───── Exercise data ─────

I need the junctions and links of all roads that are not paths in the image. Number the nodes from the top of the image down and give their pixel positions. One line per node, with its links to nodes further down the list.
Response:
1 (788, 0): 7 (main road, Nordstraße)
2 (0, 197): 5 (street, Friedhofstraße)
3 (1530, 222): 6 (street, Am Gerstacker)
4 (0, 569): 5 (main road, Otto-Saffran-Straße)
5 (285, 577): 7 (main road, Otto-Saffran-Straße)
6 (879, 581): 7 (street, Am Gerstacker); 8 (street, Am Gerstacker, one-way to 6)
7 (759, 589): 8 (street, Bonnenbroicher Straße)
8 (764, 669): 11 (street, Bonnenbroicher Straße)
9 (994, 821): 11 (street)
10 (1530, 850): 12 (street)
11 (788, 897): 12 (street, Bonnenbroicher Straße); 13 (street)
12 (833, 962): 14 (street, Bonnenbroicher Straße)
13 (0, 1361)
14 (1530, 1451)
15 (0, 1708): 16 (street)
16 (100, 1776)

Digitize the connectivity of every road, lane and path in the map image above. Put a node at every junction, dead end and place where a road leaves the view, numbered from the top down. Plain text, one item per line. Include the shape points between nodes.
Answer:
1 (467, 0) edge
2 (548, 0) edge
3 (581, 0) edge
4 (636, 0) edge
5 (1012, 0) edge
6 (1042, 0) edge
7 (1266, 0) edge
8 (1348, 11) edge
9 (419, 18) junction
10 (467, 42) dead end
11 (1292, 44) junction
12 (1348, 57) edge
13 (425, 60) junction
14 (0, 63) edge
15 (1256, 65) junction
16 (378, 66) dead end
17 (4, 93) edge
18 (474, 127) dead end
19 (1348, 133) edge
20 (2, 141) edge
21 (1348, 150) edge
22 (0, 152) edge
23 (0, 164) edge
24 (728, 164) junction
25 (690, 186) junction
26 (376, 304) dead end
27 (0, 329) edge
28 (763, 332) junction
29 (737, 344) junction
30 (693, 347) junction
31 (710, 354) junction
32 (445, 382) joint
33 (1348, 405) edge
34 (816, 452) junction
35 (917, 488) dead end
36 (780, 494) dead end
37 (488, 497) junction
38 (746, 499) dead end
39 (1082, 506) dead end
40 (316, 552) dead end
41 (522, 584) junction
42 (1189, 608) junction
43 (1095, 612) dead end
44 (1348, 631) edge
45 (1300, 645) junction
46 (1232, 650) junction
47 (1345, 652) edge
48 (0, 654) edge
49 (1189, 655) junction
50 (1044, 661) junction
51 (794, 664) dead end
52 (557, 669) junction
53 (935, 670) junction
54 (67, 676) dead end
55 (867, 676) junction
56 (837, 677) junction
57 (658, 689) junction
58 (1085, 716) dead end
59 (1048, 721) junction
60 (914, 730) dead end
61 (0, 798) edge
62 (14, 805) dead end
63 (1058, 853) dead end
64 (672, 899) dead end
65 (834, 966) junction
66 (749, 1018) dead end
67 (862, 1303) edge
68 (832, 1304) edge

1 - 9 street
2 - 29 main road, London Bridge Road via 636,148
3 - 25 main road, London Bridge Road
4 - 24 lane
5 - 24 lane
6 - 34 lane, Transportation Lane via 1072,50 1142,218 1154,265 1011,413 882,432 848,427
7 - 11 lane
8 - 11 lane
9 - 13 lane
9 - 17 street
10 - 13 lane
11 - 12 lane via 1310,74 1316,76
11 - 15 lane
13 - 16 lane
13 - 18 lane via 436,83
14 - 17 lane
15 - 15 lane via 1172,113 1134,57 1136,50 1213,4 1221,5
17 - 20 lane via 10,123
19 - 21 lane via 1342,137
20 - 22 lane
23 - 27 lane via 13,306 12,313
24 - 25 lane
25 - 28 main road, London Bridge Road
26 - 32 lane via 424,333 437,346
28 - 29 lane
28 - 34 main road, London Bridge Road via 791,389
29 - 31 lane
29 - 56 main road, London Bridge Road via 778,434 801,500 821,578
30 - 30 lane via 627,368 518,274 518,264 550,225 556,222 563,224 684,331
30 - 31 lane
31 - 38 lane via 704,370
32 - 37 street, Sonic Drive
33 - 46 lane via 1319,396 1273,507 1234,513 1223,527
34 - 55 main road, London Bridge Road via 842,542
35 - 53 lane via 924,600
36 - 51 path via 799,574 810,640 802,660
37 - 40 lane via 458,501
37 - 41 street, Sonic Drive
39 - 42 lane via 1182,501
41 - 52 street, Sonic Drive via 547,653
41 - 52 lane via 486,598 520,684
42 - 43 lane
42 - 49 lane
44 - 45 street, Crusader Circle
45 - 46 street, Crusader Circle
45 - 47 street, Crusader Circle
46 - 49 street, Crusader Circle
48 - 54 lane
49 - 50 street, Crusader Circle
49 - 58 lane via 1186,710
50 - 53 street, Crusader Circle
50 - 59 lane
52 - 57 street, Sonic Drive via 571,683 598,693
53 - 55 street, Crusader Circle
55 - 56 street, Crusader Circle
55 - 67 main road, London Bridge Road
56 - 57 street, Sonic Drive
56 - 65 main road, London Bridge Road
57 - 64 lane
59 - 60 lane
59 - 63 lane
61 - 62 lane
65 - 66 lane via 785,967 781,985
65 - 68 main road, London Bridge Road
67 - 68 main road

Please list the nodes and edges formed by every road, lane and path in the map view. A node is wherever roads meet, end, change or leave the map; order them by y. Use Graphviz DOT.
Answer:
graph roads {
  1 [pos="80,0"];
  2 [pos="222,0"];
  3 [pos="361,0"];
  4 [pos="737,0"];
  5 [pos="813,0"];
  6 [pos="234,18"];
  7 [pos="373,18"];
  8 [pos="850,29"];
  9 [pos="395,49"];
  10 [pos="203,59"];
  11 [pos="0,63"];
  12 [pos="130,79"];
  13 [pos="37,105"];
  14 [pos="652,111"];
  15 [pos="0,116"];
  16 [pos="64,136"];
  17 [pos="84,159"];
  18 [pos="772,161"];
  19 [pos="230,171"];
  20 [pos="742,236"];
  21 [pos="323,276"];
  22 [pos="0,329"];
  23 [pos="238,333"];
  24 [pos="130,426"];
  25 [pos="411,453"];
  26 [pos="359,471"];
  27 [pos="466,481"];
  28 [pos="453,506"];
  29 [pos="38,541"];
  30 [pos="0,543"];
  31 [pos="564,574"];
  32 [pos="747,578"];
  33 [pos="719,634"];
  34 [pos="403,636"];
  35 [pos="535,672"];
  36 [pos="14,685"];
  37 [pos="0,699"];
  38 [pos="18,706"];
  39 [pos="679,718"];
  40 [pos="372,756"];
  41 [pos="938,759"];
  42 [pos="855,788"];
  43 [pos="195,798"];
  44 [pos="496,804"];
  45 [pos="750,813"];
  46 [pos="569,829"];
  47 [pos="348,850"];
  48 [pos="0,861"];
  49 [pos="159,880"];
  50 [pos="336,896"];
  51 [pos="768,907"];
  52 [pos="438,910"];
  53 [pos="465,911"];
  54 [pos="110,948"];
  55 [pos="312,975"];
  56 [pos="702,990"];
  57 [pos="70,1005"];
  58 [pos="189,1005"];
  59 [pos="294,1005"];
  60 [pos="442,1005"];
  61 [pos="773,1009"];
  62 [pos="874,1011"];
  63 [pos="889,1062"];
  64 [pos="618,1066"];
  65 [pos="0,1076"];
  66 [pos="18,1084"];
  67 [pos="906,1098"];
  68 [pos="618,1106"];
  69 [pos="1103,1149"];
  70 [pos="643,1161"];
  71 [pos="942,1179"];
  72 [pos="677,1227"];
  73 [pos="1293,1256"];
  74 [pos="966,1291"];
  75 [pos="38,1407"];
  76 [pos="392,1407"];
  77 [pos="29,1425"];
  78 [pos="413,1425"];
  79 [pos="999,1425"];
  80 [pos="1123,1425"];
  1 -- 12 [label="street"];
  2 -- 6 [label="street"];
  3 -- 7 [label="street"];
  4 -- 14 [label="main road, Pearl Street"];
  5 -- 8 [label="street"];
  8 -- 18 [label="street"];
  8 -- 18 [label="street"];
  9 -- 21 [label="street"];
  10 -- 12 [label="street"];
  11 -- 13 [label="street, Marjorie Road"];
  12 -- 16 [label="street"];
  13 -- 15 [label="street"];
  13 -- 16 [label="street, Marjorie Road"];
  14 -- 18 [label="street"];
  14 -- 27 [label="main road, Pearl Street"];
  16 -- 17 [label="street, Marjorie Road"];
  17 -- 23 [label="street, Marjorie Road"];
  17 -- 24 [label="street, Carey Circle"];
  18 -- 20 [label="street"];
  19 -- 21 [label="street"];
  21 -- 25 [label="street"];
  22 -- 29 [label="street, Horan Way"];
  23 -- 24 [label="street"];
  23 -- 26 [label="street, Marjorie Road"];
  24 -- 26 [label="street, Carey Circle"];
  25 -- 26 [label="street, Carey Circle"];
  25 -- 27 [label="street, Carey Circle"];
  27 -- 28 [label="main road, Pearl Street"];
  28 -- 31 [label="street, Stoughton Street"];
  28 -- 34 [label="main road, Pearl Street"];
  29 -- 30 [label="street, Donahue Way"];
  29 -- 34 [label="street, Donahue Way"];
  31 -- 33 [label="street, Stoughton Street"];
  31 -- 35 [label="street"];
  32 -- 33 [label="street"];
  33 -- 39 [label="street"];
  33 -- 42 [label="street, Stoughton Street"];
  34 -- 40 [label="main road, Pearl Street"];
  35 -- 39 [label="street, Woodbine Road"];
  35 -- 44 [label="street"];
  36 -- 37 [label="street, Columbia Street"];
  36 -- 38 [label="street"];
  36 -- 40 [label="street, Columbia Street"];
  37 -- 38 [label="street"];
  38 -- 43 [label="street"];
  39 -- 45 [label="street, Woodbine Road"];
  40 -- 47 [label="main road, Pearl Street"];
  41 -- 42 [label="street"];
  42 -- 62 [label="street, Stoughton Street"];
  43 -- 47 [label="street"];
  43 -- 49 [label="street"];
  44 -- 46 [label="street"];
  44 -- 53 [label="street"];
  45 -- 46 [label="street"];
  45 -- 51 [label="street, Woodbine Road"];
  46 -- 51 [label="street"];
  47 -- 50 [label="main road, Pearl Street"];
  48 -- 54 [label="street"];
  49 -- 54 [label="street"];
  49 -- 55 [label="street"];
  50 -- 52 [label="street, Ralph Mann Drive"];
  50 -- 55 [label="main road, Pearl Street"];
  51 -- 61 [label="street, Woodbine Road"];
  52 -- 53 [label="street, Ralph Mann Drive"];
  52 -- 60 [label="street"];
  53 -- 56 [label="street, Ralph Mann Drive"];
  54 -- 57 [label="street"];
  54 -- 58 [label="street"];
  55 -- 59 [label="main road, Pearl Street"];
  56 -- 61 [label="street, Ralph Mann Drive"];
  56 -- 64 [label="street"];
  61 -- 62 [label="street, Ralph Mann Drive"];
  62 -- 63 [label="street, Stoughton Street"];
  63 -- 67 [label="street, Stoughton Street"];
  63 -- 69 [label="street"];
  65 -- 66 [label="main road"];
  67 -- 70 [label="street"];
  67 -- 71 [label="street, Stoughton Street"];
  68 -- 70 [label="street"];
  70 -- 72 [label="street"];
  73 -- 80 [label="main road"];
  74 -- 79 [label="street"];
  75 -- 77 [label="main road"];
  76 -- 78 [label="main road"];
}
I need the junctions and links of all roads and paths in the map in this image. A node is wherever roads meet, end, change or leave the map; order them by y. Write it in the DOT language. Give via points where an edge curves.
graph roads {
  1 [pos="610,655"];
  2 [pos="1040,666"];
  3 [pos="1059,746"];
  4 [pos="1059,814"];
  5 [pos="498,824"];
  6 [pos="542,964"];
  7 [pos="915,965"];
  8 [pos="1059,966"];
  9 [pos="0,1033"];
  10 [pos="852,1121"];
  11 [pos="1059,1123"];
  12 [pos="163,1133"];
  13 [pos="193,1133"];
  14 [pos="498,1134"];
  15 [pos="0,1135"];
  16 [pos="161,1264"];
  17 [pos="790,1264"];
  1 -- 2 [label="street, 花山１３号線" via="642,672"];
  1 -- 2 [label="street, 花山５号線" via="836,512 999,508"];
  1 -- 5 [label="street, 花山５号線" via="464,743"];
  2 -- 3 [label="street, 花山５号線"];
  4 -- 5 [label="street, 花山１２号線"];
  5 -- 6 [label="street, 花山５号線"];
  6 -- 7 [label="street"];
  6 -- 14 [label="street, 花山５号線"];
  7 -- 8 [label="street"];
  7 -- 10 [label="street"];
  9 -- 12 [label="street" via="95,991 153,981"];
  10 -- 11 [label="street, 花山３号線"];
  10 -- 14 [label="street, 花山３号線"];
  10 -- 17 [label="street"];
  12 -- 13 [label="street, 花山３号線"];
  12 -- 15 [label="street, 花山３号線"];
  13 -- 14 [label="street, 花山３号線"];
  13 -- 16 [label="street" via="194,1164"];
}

─────

→ Required work
Considering only the data above, return the lines in which "image" occurs.

→ Response area
I need the junctions and links of all roads that are not paths in the image. Number the nodes from the top of the image down and give their pixel positions. One line per node, with its links to nodes further down the list.
Digitize the connectivity of every road, lane and path in the map image above. Put a node at every junction, dead end and place where a road leaves the view, numbered from the top down. Plain text, one item per line. Include the shape points between nodes.
I need the junctions and links of all roads and paths in the map in this image. A node is wherever roads meet, end, change or leave the map; order them by y. Write it in the DOT language. Give via points where an edge curves.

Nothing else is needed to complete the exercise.